Shapiro signs Paul Miller’s bill allowing police to ticket distracted drivers using handheld devices

Nearly 12 years after a grieving mother approached state Sen. Rosemary Brown at a community meeting and asked her to support tougher distracted driving laws, Gov. Josh Shapiro signed a ban on the employ of handheld electronic devices behind the wheel on Wednesday.

Eileen Miller’s 21-year-old son was killed in 2010 when a distracted truck driver crossed the median of a highway in Monroe County and hit his car. Brown (R-Monroe), who was a fresh state representative at the time, said Miller’s tears and determination galvanized her to continue pushing the legislation through six legislative sessions.

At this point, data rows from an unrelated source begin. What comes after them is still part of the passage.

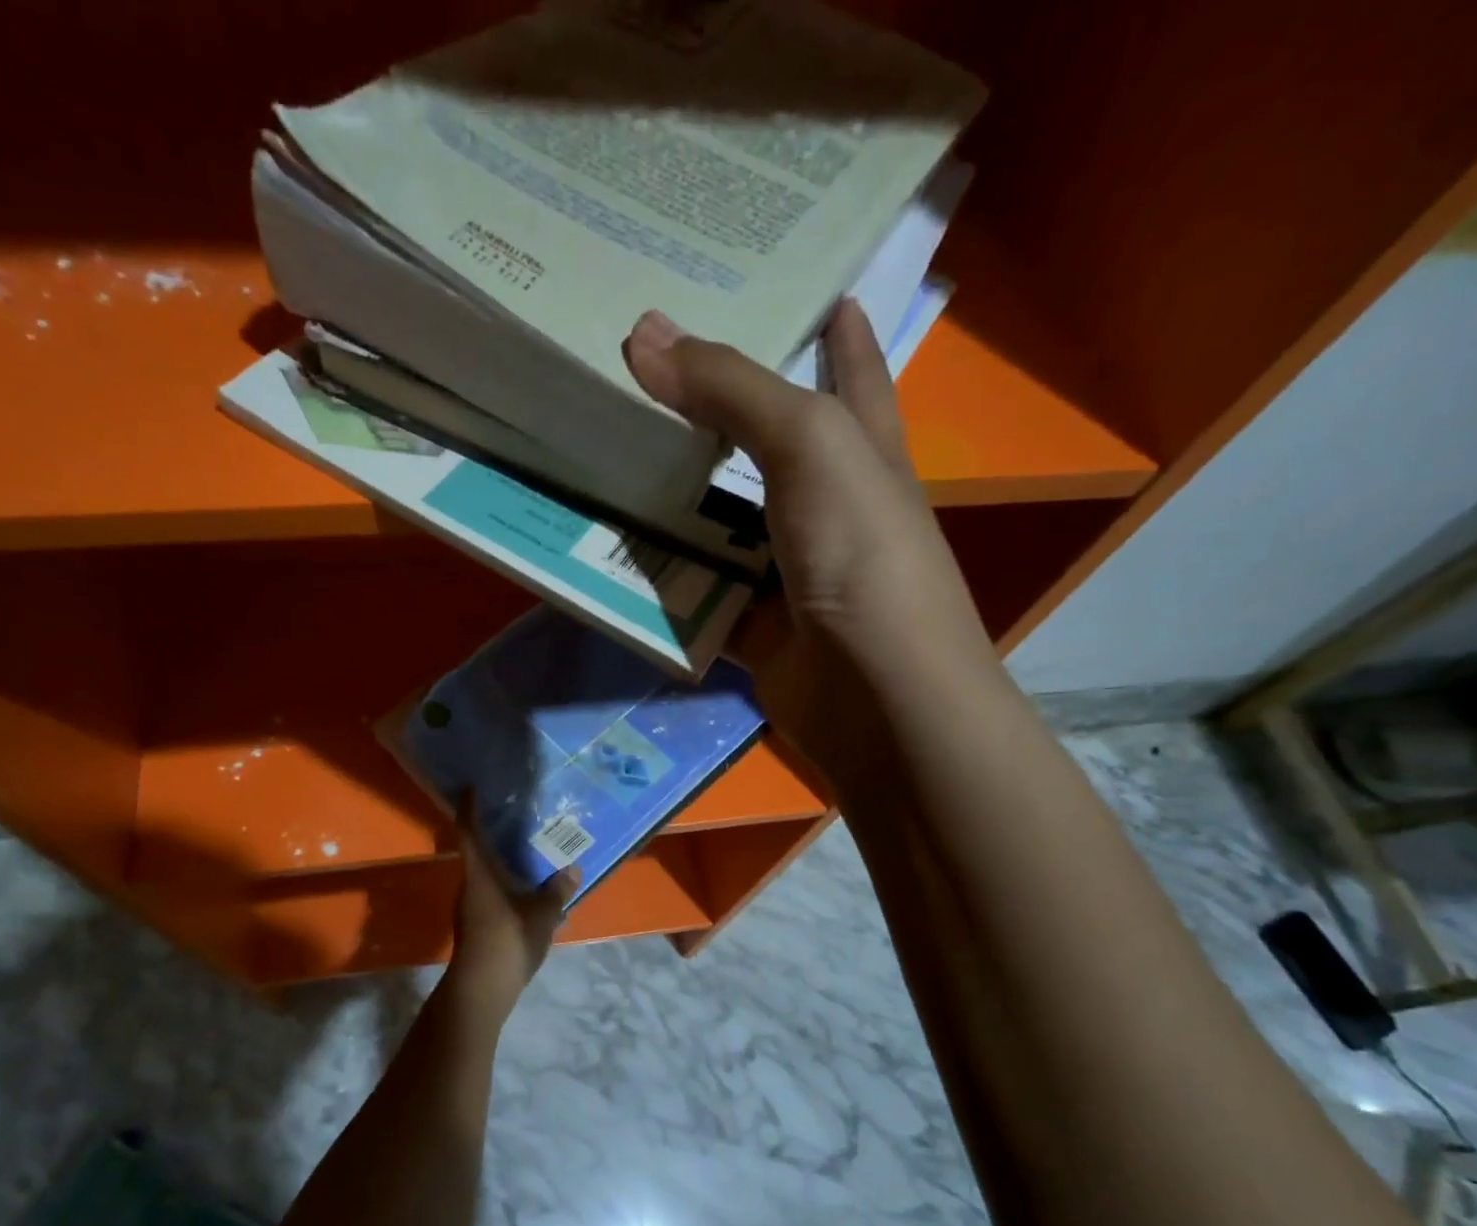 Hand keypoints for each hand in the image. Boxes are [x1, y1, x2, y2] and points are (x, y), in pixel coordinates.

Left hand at [446, 804, 579, 1019]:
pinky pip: (490, 892)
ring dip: (501, 861)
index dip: (469, 807)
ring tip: (527, 851)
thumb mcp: (542, 915)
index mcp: (479, 874)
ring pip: (484, 874)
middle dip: (491, 832)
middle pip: (476, 850)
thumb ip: (556, 891)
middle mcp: (469, 885)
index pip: (469, 831)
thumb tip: (572, 869)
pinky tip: (527, 889)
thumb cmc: (508, 941)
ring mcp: (469, 907)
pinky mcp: (475, 926)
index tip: (473, 787)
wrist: (480, 991)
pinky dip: (505, 883)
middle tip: (515, 816)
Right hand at [623, 301, 993, 776]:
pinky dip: (659, 576)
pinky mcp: (751, 621)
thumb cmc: (862, 550)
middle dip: (712, 409)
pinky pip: (695, 588)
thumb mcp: (809, 444)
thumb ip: (732, 389)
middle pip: (760, 441)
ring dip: (668, 496)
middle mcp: (824, 502)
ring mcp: (786, 567)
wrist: (875, 692)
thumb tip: (645, 333)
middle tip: (642, 367)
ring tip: (601, 450)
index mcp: (860, 446)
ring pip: (716, 519)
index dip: (833, 324)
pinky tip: (606, 549)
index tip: (793, 282)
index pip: (850, 366)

“I knew it was the right thing to do,” Brown said during Wednesday’s signing ceremony at the Pennsylvania Capitol. “I also knew that it was absolutely necessary to make every effort to change the behavior of drivers using a mobile phone behind the wheel to prevent accidents.”

The fresh law, named after Miller’s son, Paul Miller Jr., allows police to stop and ticket drivers caught using handheld smartphones, tablets and other devices. It will come into force in a year, but for the first year the police will issue warnings. This offense is punishable by a $50 fine.

“I’m done with it, Paul,” Eileen Miller said, recalling the promise she made to her son when she identified his body. “It’s not just about Paul. “This is a message to every family in Pennsylvania that they don’t have to have state police knocking on their door and telling them their loved one was killed by something preventable like impaired driving.”

The bill, the 29th such measure in the nation, also requires state and municipal police in cities with at least 5,000 residents to collect data on a driver’s race, ethnicity, gender and age and other details during a traffic stop.

This amendment to the Brown Act, passed in the House of Representatives in April, was a priority of the Legislative Black Caucus, said Chairman Napoleon Nelson (D-Montgomery). The reporting requirement increases transparency and ensures that police taking action to ensure road safety “do not do so at the risk of marginalized communities”.

Legislative efforts to prevent distracted driving began before Paul Miller Jr.’s death, Shapiro said before signing the bill. In 2008, Jacy Good was returning home with her parents after graduating from Muhlenberg College when a distracted driver hit their car with a tractor-trailer.

Shapiro said Good’s parents died and she was left permanently disabled. Good’s meeting convinced him to sponsor legislation to end distracted driving. And although Pennsylvania passed ban on texting while driving in 2012, other smartphone uses remained legal.

“People like Jacy and Eileen believed and never, ever gave up. And thank God they didn’t. Because of their determination, we are all prosperous,” Shapiro said, noting that the 11,000 distracted-related crashes in Pennsylvania last year exceeded the number of crashes involving alcohol.

Shapiro said that in states that have adopted similar bans, distracted driving crashes have dropped significantly.

Rep. Donna Bullock (Philadelphia), former chairwoman of the Legislative Black Caucus, said renewed efforts to pass impaired driving laws coincided with a nationwide focus on police shootings and other incidents resulting from traffic stops involving people of color. black and brown.

Bullock said she noticed Massachusetts, where state officials conducted a pilot study to examine whether distracted driving laws could potentially boost pretextual traffic stops based on a driver’s race or color.

“We found … that we couldn’t do the pilot because we didn’t have statewide collection, coordinated collection of police data or traffic stop data,” Bullock said.

The amendment championed by Bullock and Nelson would hold police accountable for providing data to improve public safety, Shapiro said, adding that it is an example of what Democrats and Republicans can accomplish when they join forces to “a little bit improve the lives of Pennsylvanians.” “

“Compromise is how we make our roads safer,” Shapiro said. “Compromise is how we hear the prayers of mothers that will ultimately save the lives of other children across the Commonwealth. Compromise is the way to achieve a goal.”